What you will do: Which of the lines below include the word "ถนนอรรถกว"? Pull each one out.

####

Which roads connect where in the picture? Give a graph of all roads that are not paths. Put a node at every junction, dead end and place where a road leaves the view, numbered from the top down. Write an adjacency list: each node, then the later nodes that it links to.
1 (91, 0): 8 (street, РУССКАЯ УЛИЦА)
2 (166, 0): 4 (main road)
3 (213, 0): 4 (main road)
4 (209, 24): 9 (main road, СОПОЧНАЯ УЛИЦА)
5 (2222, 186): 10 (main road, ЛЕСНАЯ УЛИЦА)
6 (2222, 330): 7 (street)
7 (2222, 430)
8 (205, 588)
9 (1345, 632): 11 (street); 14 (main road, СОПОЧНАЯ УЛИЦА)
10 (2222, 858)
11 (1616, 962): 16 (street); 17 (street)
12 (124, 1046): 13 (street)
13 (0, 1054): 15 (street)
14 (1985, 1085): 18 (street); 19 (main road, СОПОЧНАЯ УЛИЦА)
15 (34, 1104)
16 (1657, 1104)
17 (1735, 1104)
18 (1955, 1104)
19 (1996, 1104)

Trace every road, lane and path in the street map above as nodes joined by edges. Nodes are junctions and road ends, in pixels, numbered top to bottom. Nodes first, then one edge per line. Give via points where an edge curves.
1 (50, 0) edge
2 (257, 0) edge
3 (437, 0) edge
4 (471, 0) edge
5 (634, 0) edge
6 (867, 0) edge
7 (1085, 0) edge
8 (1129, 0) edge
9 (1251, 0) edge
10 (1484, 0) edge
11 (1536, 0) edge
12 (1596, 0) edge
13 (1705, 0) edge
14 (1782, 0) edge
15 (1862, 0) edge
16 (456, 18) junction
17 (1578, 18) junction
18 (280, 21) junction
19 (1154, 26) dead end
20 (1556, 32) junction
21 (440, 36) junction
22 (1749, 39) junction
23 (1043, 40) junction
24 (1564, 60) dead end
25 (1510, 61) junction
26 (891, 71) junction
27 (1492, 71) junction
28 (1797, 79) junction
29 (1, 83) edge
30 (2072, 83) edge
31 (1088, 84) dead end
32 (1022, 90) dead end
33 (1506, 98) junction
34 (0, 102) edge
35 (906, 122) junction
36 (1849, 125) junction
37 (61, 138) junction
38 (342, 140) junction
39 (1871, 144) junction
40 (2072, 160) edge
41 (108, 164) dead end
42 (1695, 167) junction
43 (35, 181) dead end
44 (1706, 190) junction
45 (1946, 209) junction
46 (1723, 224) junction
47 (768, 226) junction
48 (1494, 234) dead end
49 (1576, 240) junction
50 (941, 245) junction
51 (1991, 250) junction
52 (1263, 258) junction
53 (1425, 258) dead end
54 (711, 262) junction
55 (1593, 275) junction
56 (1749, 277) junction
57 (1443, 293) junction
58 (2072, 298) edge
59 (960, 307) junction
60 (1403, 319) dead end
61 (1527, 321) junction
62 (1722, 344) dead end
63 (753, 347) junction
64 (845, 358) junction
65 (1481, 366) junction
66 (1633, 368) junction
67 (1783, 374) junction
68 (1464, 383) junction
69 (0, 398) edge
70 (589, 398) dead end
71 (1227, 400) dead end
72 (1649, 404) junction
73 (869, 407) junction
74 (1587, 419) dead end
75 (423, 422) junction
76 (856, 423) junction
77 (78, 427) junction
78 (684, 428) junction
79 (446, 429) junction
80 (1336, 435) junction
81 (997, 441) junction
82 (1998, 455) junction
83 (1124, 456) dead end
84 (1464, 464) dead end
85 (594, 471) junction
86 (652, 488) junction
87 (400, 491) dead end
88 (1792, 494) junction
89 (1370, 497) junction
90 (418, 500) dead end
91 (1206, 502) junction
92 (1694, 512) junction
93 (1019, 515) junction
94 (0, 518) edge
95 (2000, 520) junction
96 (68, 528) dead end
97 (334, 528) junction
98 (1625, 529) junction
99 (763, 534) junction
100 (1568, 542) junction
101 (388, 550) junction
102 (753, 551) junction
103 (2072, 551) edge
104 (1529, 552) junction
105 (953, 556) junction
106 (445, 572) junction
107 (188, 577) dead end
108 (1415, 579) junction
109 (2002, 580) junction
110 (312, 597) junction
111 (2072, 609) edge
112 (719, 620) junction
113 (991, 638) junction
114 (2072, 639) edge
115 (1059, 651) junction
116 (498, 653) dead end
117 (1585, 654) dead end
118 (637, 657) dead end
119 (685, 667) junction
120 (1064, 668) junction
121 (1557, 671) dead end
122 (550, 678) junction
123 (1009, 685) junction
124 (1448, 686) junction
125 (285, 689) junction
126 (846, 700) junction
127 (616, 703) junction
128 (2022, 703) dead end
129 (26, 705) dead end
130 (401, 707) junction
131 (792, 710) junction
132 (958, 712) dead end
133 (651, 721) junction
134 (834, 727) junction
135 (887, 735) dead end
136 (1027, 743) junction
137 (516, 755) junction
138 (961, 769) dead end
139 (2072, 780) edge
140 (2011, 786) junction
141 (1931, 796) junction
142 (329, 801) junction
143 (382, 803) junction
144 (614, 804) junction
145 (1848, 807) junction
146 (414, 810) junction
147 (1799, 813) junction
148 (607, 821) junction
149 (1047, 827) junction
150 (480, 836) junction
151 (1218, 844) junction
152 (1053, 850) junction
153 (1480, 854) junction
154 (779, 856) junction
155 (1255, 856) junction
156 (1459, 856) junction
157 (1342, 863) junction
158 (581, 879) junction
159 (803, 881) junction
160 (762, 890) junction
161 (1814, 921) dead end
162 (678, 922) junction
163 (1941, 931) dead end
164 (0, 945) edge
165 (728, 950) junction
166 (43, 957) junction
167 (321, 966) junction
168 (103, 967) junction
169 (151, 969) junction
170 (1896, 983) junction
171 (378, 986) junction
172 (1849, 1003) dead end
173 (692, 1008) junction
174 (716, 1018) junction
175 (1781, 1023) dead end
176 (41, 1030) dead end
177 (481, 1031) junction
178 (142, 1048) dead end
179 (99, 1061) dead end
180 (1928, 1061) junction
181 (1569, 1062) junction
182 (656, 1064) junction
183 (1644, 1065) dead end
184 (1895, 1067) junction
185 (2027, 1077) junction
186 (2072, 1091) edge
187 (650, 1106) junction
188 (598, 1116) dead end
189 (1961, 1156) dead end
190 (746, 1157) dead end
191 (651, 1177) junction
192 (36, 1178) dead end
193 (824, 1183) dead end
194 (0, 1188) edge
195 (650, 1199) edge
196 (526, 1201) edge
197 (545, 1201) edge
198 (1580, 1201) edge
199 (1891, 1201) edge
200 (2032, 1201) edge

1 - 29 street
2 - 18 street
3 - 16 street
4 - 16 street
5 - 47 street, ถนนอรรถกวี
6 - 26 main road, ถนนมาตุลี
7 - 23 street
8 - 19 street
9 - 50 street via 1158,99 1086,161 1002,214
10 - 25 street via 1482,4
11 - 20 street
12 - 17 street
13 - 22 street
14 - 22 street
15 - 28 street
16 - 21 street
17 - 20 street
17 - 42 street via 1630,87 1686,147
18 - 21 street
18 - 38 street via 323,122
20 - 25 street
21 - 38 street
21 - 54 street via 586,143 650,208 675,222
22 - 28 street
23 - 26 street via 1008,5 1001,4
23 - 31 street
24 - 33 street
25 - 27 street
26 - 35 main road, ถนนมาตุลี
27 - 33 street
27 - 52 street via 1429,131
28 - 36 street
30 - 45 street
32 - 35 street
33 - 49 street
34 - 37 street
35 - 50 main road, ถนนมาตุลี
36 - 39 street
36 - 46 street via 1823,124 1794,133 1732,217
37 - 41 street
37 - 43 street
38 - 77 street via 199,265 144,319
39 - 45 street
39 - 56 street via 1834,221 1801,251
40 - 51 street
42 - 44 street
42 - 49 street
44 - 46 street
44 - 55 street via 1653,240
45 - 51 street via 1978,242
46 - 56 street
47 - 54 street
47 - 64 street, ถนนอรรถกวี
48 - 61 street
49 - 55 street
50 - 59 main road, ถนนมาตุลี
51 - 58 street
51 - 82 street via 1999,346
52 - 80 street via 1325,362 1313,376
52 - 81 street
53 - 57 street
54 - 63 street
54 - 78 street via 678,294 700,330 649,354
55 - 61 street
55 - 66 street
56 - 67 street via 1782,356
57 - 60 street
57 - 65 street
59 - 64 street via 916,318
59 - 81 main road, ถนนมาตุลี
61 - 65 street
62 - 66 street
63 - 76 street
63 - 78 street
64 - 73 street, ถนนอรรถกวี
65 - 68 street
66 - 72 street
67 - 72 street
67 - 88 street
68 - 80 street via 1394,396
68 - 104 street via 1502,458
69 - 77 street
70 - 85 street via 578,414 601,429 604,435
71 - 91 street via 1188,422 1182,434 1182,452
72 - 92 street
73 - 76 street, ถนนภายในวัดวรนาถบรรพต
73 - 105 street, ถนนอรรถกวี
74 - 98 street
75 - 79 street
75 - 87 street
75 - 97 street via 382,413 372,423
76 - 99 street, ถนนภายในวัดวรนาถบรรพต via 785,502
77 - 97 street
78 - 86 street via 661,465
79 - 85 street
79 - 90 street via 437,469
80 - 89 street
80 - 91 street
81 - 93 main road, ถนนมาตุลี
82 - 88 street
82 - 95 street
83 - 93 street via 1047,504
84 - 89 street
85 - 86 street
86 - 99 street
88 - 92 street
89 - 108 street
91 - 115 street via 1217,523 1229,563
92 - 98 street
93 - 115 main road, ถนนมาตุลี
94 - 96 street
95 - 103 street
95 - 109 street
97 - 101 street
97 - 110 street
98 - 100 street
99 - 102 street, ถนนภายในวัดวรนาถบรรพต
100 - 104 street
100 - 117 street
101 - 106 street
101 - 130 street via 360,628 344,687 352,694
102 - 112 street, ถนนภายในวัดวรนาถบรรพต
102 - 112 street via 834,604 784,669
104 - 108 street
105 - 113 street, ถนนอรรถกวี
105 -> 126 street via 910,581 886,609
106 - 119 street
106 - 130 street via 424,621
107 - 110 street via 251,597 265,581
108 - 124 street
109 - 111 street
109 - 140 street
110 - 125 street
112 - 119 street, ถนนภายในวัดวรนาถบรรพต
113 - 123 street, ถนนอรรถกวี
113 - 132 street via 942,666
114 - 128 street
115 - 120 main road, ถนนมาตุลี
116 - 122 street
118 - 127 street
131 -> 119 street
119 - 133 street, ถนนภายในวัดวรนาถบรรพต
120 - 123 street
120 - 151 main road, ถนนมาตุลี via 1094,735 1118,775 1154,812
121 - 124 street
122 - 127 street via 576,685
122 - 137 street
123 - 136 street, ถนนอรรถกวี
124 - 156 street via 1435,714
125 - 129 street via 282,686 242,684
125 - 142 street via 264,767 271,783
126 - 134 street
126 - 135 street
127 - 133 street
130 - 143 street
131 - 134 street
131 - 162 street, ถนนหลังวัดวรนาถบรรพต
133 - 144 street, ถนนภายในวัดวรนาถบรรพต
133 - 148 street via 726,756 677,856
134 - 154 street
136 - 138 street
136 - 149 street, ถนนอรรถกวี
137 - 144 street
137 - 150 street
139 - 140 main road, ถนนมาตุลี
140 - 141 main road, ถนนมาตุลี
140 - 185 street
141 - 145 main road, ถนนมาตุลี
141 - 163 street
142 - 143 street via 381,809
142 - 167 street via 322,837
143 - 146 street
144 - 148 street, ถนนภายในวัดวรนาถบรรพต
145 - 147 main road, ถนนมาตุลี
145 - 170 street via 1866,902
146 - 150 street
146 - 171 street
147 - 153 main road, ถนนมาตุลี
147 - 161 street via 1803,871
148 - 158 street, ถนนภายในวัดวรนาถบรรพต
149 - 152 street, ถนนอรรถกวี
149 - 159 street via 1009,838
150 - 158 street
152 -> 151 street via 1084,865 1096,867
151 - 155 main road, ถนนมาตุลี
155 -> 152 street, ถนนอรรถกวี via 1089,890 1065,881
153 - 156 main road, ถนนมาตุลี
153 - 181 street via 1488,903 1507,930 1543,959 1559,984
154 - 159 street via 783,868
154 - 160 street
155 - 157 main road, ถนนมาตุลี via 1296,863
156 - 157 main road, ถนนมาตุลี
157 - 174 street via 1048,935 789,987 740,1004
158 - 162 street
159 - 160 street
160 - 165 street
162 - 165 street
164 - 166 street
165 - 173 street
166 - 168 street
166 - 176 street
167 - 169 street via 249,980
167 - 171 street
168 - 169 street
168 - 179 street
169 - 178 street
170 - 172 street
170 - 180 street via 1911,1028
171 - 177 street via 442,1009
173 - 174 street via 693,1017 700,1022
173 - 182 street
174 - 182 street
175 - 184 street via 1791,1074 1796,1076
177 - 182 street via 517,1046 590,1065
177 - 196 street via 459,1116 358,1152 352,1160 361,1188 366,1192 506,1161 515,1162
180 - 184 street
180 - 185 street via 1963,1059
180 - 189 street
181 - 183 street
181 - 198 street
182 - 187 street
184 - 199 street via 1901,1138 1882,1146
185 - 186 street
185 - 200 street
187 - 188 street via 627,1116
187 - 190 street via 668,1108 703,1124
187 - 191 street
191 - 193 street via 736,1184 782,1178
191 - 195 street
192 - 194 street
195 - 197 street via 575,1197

####

Solved problem:
5 - 47 street, ถนนอรรถกวี
47 - 64 street, ถนนอรรถกวี
64 - 73 street, ถนนอรรถกวี
73 - 105 street, ถนนอรรถกวี
105 - 113 street, ถนนอรรถกวี
113 - 123 street, ถนนอรรถกวี
123 - 136 street, ถนนอรรถกวี
136 - 149 street, ถนนอรรถกวี
149 - 152 street, ถนนอรรถกวี
155 -> 152 street, ถนนอรรถกวี via 1089,890 1065,881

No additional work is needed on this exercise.